Studios have adopted the very popular colloquial term “throwback” when it comes to movies.  The trend seems to be re-releasing once popular films.  Prequels, sequels, trilogies, sagas; it seems that new movies are becoming less and less popular.

Recently, Ice Cube announced that some theaters will be releasing the 1995 classic Friday on April 20th (4/20).  This isn’t just a coincidence–the film will be released on what is commonly known as “National Pot Day” in honor of the film’s characters and their professions (?).

This isn’t the first movie that has come up with the brilliant idea to re-release a movie.  Disney, of course, demonstrated how successful a reissued movie could be for a studio.  In 2011, Disney released The Lion King 3D.  The movie earned $29.3 million!

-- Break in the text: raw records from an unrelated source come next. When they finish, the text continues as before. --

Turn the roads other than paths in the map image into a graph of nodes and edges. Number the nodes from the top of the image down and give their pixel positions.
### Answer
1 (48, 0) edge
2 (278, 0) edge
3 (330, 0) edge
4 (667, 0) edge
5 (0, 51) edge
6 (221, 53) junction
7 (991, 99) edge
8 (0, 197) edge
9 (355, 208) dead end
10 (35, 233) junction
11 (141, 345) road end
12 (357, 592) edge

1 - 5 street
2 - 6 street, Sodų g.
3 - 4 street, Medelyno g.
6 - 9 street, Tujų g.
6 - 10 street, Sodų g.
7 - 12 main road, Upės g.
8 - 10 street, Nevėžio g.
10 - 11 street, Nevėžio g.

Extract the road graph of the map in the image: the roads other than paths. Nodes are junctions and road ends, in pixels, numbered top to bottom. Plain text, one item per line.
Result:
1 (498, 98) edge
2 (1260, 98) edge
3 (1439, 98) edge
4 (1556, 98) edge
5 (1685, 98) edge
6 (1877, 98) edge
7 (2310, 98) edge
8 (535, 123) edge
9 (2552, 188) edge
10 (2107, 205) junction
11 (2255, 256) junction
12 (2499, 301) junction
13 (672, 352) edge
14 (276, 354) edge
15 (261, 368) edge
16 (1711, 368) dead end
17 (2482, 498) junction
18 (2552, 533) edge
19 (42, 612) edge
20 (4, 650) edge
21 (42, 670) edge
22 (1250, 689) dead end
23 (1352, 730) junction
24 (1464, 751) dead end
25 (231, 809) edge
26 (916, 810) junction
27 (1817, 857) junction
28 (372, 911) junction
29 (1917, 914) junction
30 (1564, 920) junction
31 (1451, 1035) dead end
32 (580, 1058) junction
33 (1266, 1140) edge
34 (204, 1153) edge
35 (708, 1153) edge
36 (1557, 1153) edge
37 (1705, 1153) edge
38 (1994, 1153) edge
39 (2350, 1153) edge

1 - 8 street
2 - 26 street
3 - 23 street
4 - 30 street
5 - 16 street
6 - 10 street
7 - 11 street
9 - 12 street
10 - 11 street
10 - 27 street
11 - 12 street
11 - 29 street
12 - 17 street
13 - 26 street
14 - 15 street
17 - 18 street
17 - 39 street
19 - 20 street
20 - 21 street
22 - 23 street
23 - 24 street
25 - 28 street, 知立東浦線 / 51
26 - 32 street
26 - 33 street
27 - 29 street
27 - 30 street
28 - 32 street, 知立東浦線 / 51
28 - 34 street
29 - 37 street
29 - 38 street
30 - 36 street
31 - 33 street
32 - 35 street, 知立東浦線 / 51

Fandango's "The Breakfast Club" re-release reviews

Fandango’s “The Breakfast Club” re-release reviews

Popular films that are still being talked about years after their release are being re-released in hopes of stirring up buzz all over again.  The Breakfast Club was re-released this March in honor of its 30th Anniversary.  The re-release received positive feedback, only furthering other film studios to re-release classic films.

So why do people pay to see a movie in theaters that they saw 15 to 20 years ago? Remastering or director’s cut draws audiences back in to pay the $11 and see what’s changed.  Slapping a 3D to the end of any title also changes the game.

Re-releasing films is not a trend that will end any time soon.  Not only do audiences continue to support their once favorite films, but are actually calling for other films to be re-released.